* _Data provided_:
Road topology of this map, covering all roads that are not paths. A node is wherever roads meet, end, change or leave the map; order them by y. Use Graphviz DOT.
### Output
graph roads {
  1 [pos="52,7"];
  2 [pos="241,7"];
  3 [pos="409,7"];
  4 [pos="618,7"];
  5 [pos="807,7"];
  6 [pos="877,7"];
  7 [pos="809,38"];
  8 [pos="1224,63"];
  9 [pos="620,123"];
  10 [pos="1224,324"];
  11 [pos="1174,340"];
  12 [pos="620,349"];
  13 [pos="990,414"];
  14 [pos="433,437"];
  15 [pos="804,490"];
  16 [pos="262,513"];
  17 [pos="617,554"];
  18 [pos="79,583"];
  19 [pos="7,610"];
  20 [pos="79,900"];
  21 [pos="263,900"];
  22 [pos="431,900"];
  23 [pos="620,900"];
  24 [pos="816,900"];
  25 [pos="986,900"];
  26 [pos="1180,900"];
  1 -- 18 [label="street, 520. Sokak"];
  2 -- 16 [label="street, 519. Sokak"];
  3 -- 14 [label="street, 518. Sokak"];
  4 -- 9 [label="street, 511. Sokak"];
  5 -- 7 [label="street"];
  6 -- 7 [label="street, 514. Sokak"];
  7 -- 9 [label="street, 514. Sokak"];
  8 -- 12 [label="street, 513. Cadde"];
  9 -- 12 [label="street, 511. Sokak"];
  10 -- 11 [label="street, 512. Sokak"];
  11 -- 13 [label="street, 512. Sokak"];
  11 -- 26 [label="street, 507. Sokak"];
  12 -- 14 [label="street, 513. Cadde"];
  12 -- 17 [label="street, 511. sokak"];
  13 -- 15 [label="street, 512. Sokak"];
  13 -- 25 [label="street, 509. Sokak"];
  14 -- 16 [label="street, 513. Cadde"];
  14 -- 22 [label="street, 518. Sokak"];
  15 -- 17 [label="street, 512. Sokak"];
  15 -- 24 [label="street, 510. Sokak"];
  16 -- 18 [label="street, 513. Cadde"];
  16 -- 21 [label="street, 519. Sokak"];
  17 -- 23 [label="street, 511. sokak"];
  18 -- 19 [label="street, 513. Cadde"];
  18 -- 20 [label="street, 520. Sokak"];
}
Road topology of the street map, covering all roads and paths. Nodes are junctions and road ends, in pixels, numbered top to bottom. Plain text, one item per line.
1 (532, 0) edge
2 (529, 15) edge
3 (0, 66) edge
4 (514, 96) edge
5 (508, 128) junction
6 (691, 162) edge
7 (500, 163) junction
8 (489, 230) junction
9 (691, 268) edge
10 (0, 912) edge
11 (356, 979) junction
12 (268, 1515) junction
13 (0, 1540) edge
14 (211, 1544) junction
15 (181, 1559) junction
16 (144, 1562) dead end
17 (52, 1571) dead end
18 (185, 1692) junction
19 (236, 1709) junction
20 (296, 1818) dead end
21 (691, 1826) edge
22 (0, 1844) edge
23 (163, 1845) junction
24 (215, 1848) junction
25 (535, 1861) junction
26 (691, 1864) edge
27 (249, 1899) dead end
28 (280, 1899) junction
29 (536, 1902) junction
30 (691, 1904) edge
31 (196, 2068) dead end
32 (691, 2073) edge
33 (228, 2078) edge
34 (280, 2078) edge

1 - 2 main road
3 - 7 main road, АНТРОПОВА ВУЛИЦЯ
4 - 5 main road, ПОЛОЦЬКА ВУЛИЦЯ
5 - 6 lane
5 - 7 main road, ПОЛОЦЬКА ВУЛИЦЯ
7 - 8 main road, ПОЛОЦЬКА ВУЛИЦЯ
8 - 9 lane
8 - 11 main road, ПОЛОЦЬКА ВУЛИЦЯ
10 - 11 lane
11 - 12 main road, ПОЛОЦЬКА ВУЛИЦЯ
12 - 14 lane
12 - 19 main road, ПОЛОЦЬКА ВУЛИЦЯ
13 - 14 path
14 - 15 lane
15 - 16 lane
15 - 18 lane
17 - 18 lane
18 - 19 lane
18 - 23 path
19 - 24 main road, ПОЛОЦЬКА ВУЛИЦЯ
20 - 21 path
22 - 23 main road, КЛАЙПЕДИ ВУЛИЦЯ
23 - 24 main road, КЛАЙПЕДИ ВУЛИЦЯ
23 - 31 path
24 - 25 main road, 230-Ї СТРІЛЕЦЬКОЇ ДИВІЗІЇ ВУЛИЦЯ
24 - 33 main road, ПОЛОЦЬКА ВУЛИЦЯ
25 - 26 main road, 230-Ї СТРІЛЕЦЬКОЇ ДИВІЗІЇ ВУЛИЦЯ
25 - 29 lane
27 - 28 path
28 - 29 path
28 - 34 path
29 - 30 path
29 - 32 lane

* _Problem details_: For every line in the data above that holds "Cadde", return the line itself.

* _Answer to this task_:
  8 -- 12 [label="street, 513. Cadde"];
  12 -- 14 [label="street, 513. Cadde"];
  14 -- 16 [label="street, 513. Cadde"];
  16 -- 18 [label="street, 513. Cadde"];
  18 -- 19 [label="street, 513. Cadde"];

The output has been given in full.